Saturday 22 February 2014

Winter Whistler


If ever a Winter Gay Games or Outgames were to be organised one of the leading candidates for the first host city would surely be Whistler in British Colombia, Canada. It has a well-established place in international sports history as being the co-host of the Vancouver 2010 Olympic Winter Games and a host of other world sports festivals, including the summer Gay Games and Outgames. But what Whistler also has is a long history of a highly successful annual lgbt (non-competitive) winter sport festival, currently known as WinterPRIDE.

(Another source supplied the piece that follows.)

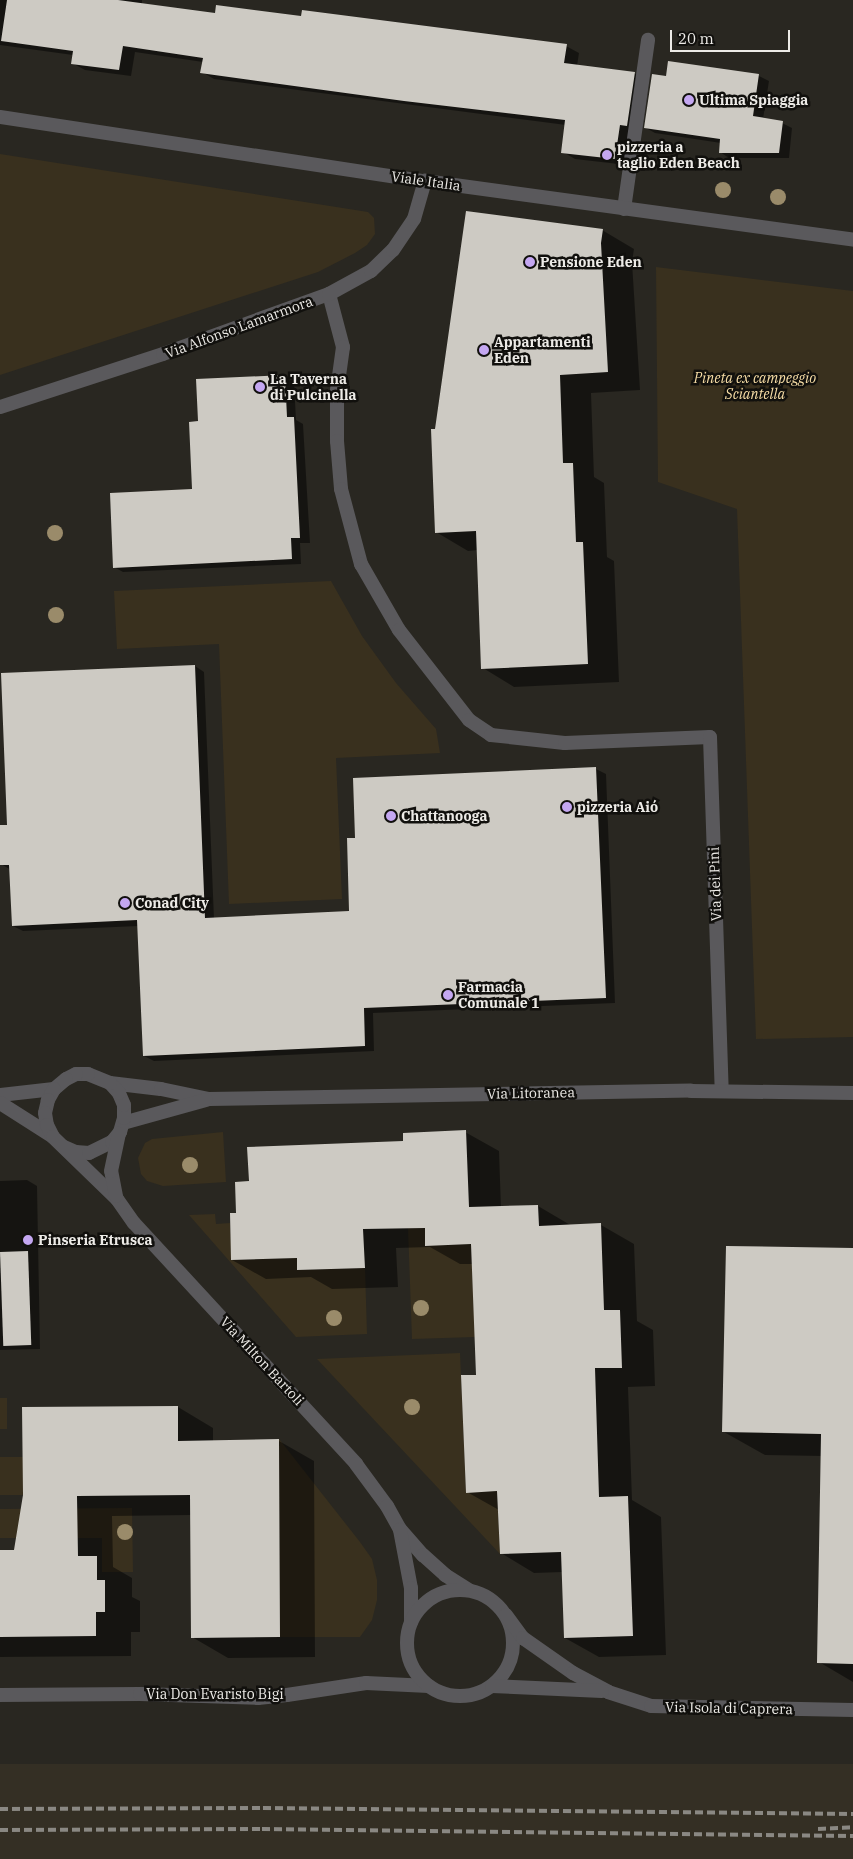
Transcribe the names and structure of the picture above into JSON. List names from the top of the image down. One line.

From its modest beginnings in 1992 WinterPRIDE has grown into an internationally renowned event attended by several thousand people (on a par with the Winter Olympics) with highly popular après ski entertainment. But it nearly collapsed through tragedy ten years ago when it’s founder and organiser Brent Benaschak died unexpectedly.

It all began when the state of Colorado introduced legislation which allowed employees and landlords  to discriminate against members of the lgbt community. Colorado was the home of the highly popular gay ski week at the famous Aspen resort. Brent Benaschak had been to the Aspen event several times but in 1992 he wondered why he’d want to visit Colorado and spend his cash to the benefit of a state that openly discriminated against gay men. Many American skiers are said to have boycotted Aspen in 1993.

At the time Brent was director of his own travel company called Out of the Slopes which specialised in skiing holidays. He also owned a Bed-and-Breakfast house with his partner on Fire Island in New York State. Having had a love of skiing from the age of 16 Brent owned another Bed-and-Breakfast house in Whistler, and encouraged his Fire Island guests to stay at his Whistler house rather than go to Aspen.

Brent came up with the idea of a gay ski week in Whistler. He gave it the name Altitude. That first event over one weekend in January 1993 attracted less than a hundred people but it was successful enough for Brent to decide to produce another.

Altitude quickly became a popular event with attendance figures rising each year. The city of Whistler itself welcomed this new addition to its winter calendar. Brent collected together a handful of staff to help organise the event and with the help of up to a hundred volunteers Altitude looked in good shape when the unexpected happened.

Brent Benashack died on 30th December 2003, just one month before the next Altitude was due to begin. The circumstances surrounding his death from a fall from his apartment were not certain, but at the age of 41 it came as a big shock.

The whole future of Altitude was thrown into doubt. The most pressing question was could the event go ahead as planned? Would Brent’s family, who had now inherited Out of the Slopes, Brett’s travel business which owned the rights to Altitude, be happy for it to proceed? The family was happy for Altitude 2004 to go ahead but after that they wanted to hand it over to another company. Enter Lee Bergeron.

Lee Bergeron was a San Diego-based businessman who had been coming to Altitude for several years and offered to buy Out on the Slopes and Altitude from the Benaschack family. Negotiations and legal paperwork took eleven months to complete during which time Bergeron set about organising Altitude 2005.

It was a fraught handover for those who had been involved in organising previous Altitudes as various accusations of blocked bids and secrecy flew around Bergeron’s purchase. Despite, perhaps, having the best of intentions Bergeron found Altitude difficult to control from his San Diego base and decided to stop producing it.

Back in Whistler itself a group of people who had helped Benaschak organise the pre-2005 events banded together to save Altitude. In just 12 days they put together a business plan and successfully bought the event from Bergeron. They formed a new company called Alpenglow Productions which has run the event since 2006.

In partnership with Vancouver Pride and Gaywhistler.com Altitude became WinterPRIDE. The regeneration of the event came at a perfect time. In 2010 the Olympic Games came to Vancouver and Whistler, and the team who produced WinterPRIDE organised the first official Pride House venues at the Olympic and Paralympic Games (an lgbt centre organised at the Barcelona 1992 Olympics was a much smaller venture). The venues for the Vancouver Pride House provided a massive boost to both the lgbt community in the area and showed the Olympic movement what level of lgbt support for the games there was in the community.

Sandwiched between the Olympic and Paralympic Games WinterPRIDE 2010 welcomed many more athletes from around the world and ensured its continued success, with several events having to be moved to larger venues in subsequent years.

Perhaps the time is right for Whistler to offer its services to host a one-off joint Winter Out/Gay Games?